To support all of this communication, the station is bristling with antennae. There are satellite transmitters for LES-9 (internet, data and voice, IP phone) , ATS-3 (radio, voice) and the INMARSAT (commercial satellite--voice, fax, and telex) on GWR and BioLab buildings. We have several big VHF towers and the ham radio tower. The VHF repeater is the tallest antenna in back yard (around 100 ft). VHF is for local area talk and close-range ships and planes. The wire cone is the conical monopole, an omnidirectional antenna. We can use it to contact McMurdo Station. The high frequency towers on Bonaparte Point are for long-range ship contact.

Phone calls from Palmer Station placed on ATS or the IP phone (internet based) are patched through to Florida's phone system. ATS calls are like radio, one-way at a time and not secure. They are subject to some interference and fading, as is any radio transmission.
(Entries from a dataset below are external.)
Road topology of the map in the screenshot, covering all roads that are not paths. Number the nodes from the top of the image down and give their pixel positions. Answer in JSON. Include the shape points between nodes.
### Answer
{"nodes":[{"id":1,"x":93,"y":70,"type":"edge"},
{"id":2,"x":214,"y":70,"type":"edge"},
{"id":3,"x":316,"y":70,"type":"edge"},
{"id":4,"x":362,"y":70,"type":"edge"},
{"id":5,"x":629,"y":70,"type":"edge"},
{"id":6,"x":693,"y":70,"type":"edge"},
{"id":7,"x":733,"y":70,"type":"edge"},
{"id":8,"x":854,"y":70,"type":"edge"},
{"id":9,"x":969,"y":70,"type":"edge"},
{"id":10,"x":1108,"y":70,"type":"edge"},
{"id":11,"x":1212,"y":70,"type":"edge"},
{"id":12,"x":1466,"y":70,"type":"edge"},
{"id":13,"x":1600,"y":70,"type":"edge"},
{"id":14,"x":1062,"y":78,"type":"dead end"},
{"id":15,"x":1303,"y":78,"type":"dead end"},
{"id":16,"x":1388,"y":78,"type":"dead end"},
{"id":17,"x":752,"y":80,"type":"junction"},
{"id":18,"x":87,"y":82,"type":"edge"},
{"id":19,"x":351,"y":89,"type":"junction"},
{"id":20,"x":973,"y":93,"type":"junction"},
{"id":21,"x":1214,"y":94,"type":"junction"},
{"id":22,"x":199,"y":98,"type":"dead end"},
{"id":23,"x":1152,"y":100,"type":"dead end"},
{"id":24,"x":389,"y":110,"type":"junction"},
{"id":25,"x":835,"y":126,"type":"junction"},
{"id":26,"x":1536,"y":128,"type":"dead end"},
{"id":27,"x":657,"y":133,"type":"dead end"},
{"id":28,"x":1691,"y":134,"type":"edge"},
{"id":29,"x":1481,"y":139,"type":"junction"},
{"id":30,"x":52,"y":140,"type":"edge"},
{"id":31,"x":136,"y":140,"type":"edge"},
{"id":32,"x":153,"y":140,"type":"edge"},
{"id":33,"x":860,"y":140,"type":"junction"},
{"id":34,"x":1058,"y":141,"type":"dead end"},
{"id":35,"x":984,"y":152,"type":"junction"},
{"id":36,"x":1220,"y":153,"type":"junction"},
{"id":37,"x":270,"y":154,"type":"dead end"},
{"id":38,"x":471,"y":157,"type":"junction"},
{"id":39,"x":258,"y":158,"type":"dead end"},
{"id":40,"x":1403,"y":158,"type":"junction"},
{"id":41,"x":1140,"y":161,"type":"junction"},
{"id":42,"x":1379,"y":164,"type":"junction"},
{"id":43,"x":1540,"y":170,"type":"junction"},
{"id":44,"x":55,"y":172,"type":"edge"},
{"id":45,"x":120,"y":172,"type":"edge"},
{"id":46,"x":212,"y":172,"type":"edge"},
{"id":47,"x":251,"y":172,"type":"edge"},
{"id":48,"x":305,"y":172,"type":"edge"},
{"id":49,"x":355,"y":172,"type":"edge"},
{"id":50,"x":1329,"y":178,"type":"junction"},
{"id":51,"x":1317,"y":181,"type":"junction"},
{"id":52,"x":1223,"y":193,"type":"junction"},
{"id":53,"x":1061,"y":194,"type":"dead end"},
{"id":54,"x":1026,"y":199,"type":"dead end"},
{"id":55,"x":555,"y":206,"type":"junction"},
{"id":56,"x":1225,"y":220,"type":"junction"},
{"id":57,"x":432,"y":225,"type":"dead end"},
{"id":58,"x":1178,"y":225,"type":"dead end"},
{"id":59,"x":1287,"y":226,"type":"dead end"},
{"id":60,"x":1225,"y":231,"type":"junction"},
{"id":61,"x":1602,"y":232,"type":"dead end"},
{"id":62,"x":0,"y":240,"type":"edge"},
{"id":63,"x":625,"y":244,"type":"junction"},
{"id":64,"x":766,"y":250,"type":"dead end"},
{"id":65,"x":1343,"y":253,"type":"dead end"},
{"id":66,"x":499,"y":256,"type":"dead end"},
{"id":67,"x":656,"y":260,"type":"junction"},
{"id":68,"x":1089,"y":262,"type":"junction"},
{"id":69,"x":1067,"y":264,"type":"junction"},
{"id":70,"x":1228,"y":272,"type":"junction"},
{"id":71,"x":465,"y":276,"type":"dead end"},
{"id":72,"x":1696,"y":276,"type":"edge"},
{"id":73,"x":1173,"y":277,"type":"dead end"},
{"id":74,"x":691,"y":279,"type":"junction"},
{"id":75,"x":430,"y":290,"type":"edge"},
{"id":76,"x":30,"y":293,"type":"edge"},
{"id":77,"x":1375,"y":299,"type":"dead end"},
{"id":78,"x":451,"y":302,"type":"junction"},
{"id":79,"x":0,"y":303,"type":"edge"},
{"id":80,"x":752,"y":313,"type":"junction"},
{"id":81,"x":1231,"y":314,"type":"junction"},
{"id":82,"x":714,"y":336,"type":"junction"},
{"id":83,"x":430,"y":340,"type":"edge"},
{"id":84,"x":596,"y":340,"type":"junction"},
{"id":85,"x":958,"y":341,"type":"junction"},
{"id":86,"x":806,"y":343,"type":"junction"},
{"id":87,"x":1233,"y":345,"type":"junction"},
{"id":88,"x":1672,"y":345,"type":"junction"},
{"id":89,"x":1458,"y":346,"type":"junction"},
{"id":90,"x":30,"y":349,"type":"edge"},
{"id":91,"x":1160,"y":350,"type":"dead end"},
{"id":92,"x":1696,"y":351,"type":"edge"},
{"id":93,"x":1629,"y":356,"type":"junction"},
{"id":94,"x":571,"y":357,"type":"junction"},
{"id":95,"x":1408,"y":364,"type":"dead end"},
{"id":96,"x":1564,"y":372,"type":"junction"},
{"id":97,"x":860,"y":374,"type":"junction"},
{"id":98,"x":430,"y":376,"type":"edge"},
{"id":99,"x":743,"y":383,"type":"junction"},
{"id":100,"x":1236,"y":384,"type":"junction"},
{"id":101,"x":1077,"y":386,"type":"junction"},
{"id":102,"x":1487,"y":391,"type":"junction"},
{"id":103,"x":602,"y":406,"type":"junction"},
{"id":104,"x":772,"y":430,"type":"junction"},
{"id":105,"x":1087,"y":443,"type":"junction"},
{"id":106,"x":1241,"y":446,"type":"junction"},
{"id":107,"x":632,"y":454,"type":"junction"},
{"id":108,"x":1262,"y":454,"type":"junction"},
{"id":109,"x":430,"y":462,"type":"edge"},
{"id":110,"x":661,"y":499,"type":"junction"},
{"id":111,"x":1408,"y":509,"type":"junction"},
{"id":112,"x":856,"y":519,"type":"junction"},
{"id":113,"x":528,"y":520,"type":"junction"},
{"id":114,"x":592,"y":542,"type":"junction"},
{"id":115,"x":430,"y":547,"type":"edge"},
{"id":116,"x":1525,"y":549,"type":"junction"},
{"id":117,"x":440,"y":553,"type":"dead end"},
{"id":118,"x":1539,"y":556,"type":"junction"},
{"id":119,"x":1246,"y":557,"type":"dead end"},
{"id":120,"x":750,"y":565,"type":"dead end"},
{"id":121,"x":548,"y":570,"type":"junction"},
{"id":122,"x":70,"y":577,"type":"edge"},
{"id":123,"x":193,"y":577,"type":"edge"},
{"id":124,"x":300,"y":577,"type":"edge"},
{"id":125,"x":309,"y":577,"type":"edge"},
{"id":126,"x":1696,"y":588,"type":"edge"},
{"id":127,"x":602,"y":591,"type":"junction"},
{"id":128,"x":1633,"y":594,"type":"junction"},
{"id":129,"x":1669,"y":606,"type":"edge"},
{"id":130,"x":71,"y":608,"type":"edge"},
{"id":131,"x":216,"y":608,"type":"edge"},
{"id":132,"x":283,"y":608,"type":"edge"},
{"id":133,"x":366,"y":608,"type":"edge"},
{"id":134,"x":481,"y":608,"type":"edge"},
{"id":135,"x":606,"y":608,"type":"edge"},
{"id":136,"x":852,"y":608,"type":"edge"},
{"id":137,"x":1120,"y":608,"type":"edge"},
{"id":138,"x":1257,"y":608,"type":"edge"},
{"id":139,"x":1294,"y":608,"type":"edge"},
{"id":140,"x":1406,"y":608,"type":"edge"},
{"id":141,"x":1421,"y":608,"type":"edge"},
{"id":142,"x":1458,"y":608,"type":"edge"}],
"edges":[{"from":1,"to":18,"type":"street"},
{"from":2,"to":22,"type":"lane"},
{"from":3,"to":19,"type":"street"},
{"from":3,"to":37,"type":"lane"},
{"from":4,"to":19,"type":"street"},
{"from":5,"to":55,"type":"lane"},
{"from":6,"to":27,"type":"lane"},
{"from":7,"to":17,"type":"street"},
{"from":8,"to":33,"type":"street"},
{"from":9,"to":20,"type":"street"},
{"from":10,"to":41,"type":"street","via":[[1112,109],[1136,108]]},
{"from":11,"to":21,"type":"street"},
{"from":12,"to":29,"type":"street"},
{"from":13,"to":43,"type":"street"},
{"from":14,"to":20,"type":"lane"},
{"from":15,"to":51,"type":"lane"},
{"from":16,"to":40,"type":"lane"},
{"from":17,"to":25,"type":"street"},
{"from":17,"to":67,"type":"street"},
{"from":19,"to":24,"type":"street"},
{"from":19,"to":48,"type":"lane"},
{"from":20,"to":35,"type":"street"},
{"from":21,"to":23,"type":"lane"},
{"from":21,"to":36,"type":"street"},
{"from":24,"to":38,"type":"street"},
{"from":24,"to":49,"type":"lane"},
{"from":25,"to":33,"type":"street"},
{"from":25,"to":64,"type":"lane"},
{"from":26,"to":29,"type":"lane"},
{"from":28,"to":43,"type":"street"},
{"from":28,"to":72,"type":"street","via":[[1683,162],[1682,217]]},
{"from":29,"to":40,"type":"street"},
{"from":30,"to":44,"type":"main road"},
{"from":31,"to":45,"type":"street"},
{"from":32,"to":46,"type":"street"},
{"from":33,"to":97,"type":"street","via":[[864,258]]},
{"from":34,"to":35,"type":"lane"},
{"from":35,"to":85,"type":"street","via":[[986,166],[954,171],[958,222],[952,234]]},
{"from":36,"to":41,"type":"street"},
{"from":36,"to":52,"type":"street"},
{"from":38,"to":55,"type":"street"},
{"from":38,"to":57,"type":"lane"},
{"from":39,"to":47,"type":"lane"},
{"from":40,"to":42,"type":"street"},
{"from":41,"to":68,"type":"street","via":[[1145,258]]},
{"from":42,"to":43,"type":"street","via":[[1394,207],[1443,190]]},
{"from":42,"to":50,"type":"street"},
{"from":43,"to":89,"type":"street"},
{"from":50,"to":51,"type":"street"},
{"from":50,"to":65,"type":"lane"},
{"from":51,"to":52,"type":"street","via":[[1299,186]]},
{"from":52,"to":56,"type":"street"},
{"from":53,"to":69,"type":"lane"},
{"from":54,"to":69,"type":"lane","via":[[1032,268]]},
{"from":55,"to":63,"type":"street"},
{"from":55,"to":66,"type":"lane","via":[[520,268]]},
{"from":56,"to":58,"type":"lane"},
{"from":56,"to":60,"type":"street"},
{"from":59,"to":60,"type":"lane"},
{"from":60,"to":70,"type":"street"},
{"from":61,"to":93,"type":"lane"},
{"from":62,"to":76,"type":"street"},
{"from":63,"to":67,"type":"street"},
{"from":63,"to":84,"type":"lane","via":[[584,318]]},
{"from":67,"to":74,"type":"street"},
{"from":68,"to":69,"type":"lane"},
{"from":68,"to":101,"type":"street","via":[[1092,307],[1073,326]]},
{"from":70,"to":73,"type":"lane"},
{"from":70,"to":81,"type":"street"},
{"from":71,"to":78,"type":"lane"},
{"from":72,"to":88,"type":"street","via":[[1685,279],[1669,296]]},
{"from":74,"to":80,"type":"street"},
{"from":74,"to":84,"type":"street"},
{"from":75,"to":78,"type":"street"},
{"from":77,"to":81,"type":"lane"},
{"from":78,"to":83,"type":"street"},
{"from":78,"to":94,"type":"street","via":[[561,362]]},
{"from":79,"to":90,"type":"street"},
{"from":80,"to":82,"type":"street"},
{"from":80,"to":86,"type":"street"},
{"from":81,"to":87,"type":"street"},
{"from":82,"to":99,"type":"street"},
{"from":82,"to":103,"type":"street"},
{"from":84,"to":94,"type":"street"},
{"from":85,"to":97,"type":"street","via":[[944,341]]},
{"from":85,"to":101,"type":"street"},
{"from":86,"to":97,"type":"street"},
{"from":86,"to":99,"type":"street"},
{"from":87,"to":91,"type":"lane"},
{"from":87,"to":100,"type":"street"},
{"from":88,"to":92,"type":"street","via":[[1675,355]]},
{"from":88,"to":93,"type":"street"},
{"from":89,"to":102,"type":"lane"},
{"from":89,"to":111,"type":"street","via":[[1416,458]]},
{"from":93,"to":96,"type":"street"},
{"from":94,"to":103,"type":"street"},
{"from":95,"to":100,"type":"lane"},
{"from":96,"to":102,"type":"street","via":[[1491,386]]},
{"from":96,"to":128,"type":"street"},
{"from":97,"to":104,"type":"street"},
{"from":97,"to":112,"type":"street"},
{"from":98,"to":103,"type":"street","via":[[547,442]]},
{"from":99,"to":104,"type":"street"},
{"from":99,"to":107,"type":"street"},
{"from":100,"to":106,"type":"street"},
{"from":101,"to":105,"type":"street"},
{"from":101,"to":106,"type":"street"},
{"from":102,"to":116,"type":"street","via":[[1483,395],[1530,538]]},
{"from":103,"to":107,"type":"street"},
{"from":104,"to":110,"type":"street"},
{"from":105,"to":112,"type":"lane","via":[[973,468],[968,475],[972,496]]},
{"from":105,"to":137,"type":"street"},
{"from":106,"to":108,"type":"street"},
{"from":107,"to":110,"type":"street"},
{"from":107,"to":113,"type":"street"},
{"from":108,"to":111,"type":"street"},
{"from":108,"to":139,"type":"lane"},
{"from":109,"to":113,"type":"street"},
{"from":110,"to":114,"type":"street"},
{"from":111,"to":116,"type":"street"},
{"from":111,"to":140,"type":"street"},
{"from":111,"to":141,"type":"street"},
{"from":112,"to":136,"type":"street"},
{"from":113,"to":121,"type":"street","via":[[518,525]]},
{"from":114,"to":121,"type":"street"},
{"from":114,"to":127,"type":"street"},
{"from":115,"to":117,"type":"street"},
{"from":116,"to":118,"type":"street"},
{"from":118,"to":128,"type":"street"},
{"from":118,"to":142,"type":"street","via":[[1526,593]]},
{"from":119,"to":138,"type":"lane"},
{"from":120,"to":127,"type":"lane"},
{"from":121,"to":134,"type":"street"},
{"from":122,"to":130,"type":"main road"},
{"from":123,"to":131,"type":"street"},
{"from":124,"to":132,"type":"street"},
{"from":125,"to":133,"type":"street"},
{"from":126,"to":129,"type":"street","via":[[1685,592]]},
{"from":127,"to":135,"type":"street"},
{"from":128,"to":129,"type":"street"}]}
The IP phone is as secure as the internet and is two way, but is more subject to noise and drop-outs, especially during times of heavy internet usage. The INMARSAT is the most secure and reliable phone but also the most expensive. It is available 24 hours a day, while the IP or ATS operation is dependent on the satellite windows. Palmer also has an internal phone system combined with a public address system that can all-call the whole station or phone an individual location.

We have direct internet access during two six-hour LES-9 windows each day. Email sent when the satellite link is up goes directly to its destination. When the link is down, email is queued and then transmitted automatically during the next satellite window. The start and stop times of each satellite window are approximately four minutes earlier each day due to the satellite's orbit. There are satellite time schedules posted around the station.

Answer 52: Yes, Antarctica has the Transantarctic Mountains which divide East Antarctica from West Antarctica (also called Greater Antarctica and Lesser Antarctica). The mountain range is about 4800 kilometers (3000 miles) long. There are other mountains too, including those on the Antarctic Peninsula. The Vinson Massif is the highest point in Antarctica at 5139 meters (16,860 feet).